# YOUR GOAL
Only the number is needed: count the lines below that hold the string "Holabird".

EXERCISE DATA section start

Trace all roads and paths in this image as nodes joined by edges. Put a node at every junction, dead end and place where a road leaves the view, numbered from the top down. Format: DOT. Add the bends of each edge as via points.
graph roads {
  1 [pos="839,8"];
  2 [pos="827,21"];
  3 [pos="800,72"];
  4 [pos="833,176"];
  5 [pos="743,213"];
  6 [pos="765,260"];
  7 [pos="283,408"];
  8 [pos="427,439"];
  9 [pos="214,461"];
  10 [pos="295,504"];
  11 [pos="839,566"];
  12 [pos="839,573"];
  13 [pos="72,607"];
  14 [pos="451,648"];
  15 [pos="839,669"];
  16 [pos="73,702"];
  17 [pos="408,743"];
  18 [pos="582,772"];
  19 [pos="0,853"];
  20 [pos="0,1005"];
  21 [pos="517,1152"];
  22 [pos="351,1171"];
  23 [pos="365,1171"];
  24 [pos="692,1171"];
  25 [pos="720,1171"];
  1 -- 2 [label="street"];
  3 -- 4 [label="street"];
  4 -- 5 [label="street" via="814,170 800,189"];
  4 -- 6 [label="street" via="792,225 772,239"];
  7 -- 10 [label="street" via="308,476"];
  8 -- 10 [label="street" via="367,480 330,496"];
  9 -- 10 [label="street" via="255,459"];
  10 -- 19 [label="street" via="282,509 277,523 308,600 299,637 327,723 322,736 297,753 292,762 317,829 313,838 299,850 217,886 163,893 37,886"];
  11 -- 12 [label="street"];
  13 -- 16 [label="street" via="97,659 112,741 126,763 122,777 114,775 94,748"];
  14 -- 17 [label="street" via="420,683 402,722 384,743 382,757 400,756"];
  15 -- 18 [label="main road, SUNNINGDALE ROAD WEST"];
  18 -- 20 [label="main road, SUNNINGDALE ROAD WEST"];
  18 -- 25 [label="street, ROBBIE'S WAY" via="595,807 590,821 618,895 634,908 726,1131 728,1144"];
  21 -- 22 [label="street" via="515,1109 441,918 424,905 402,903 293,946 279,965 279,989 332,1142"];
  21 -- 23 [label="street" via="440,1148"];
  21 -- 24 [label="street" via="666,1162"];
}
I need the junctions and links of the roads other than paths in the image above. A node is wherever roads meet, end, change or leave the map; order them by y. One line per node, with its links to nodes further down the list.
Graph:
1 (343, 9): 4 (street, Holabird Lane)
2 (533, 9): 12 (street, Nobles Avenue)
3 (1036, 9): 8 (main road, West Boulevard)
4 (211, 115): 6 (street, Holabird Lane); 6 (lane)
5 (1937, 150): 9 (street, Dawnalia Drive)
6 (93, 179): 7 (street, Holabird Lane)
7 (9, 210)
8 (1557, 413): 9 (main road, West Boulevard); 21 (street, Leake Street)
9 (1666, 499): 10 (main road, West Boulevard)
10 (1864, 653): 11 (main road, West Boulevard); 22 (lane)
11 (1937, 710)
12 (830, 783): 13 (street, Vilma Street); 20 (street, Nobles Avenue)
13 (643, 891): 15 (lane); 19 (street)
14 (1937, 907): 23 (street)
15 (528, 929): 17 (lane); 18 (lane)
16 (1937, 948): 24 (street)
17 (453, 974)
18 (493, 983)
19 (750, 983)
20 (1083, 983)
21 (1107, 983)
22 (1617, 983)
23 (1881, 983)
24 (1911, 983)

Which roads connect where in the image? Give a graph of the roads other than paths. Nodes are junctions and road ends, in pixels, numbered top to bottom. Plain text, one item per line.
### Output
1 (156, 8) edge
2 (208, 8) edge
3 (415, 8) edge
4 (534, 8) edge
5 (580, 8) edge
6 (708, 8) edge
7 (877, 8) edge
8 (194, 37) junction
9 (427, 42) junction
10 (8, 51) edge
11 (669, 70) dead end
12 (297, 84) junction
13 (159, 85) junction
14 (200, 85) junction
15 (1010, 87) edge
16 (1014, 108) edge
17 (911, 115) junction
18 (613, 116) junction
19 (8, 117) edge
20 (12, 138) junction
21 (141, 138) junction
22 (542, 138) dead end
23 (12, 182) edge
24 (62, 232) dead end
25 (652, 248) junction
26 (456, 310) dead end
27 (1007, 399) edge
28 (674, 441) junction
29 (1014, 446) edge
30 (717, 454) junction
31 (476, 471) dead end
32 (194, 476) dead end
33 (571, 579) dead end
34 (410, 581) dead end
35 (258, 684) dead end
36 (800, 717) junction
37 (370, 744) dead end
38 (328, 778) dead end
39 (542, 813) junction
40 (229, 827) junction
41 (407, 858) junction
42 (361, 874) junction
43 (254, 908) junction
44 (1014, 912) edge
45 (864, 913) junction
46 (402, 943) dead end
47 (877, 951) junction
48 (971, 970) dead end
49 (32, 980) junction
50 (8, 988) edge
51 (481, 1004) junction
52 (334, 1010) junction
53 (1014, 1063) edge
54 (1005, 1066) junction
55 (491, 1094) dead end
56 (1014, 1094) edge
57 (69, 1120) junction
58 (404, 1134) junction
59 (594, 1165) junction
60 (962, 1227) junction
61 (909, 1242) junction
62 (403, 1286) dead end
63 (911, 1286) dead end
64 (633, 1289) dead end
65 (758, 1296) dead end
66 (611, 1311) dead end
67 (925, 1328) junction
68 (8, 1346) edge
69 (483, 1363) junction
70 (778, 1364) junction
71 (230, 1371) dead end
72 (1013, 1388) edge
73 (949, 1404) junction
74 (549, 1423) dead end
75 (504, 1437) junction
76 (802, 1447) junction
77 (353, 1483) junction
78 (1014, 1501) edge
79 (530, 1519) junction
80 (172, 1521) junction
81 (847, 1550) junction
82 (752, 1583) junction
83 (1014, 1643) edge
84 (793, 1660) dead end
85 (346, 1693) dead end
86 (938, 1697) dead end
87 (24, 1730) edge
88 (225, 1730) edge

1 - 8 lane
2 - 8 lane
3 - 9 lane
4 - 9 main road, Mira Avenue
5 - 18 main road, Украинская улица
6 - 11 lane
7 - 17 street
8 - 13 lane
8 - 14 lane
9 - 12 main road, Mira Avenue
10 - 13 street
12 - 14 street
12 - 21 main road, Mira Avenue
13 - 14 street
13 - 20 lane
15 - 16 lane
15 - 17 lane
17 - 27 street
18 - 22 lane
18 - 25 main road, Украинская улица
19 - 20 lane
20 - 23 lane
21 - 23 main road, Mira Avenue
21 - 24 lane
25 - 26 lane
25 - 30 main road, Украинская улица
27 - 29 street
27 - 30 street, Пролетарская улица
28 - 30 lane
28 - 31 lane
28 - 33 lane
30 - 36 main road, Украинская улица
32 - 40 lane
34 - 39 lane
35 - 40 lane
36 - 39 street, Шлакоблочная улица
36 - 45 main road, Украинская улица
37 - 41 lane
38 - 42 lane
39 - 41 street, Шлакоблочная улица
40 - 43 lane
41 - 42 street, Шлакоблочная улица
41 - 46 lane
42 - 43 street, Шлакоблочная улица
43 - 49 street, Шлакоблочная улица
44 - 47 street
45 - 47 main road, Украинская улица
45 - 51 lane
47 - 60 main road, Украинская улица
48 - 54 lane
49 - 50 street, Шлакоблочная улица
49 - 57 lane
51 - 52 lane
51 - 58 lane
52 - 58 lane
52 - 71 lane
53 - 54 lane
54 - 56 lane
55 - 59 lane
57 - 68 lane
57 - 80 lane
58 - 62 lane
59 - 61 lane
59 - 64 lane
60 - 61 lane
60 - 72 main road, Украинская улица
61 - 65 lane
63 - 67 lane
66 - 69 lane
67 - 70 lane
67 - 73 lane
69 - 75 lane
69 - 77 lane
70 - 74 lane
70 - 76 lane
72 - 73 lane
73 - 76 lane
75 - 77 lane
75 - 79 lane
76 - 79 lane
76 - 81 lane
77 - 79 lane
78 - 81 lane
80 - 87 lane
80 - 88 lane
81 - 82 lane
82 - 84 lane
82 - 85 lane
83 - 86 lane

EXERCISE DATA section end

# SOLUTION TO THE EXERCISE
3